■ Brief
If a record below holds a picture, drop the picture and copy everything else exactly.

# # # #

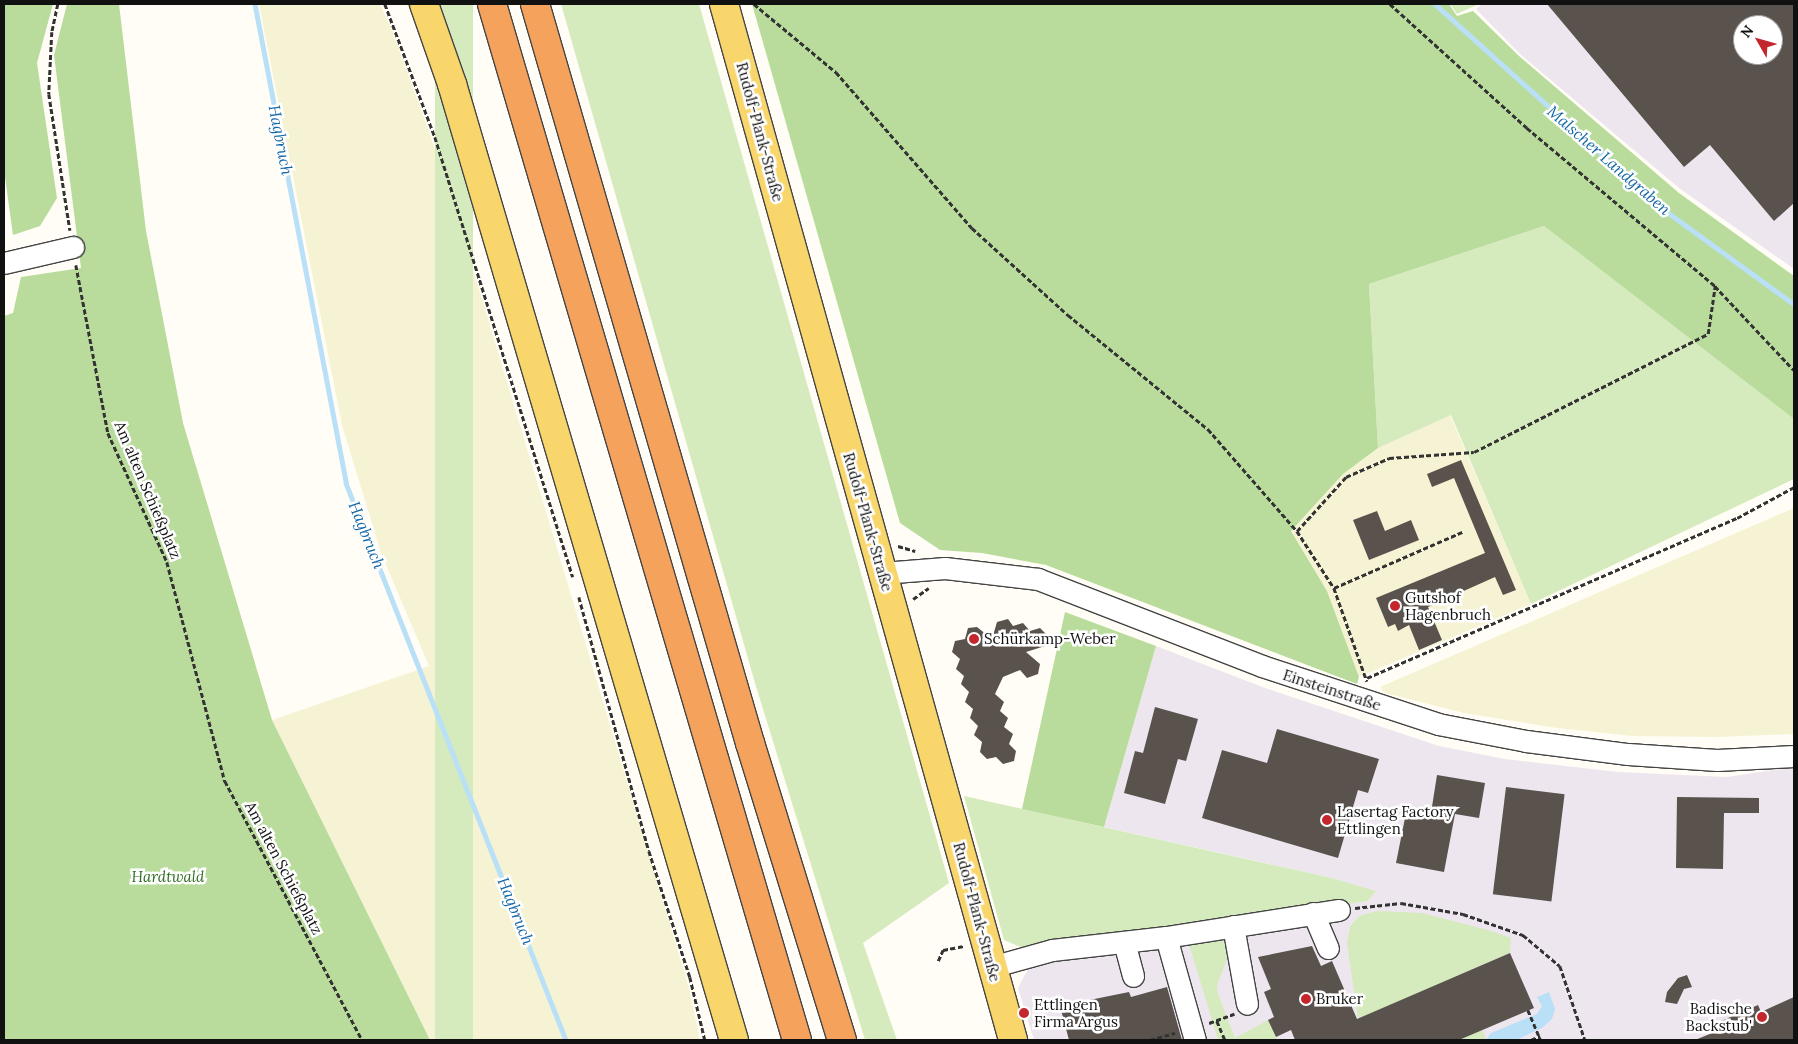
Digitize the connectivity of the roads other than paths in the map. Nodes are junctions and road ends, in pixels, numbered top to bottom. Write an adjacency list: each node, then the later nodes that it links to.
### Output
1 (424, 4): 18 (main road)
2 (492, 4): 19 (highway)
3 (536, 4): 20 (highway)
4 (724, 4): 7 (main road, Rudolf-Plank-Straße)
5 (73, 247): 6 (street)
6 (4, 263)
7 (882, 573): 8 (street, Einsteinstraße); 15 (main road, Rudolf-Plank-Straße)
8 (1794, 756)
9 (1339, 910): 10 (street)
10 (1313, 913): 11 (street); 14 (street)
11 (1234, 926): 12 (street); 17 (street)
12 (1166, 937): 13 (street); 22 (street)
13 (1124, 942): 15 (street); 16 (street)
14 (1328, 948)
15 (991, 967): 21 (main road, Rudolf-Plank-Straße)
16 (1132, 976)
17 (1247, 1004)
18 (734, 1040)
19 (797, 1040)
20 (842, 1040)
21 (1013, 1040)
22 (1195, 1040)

# # # #

■ Solution below
Digitize the connectivity of the roads other than paths in the map. Nodes are junctions and road ends, in pixels, numbered top to bottom. Write an adjacency list: each node, then the later nodes that it links to.
### Output
1 (424, 4): 18 (main road)
2 (492, 4): 19 (highway)
3 (536, 4): 20 (highway)
4 (724, 4): 7 (main road, Rudolf-Plank-Straße)
5 (73, 247): 6 (street)
6 (4, 263)
7 (882, 573): 8 (street, Einsteinstraße); 15 (main road, Rudolf-Plank-Straße)
8 (1794, 756)
9 (1339, 910): 10 (street)
10 (1313, 913): 11 (street); 14 (street)
11 (1234, 926): 12 (street); 17 (street)
12 (1166, 937): 13 (street); 22 (street)
13 (1124, 942): 15 (street); 16 (street)
14 (1328, 948)
15 (991, 967): 21 (main road, Rudolf-Plank-Straße)
16 (1132, 976)
17 (1247, 1004)
18 (734, 1040)
19 (797, 1040)
20 (842, 1040)
21 (1013, 1040)
22 (1195, 1040)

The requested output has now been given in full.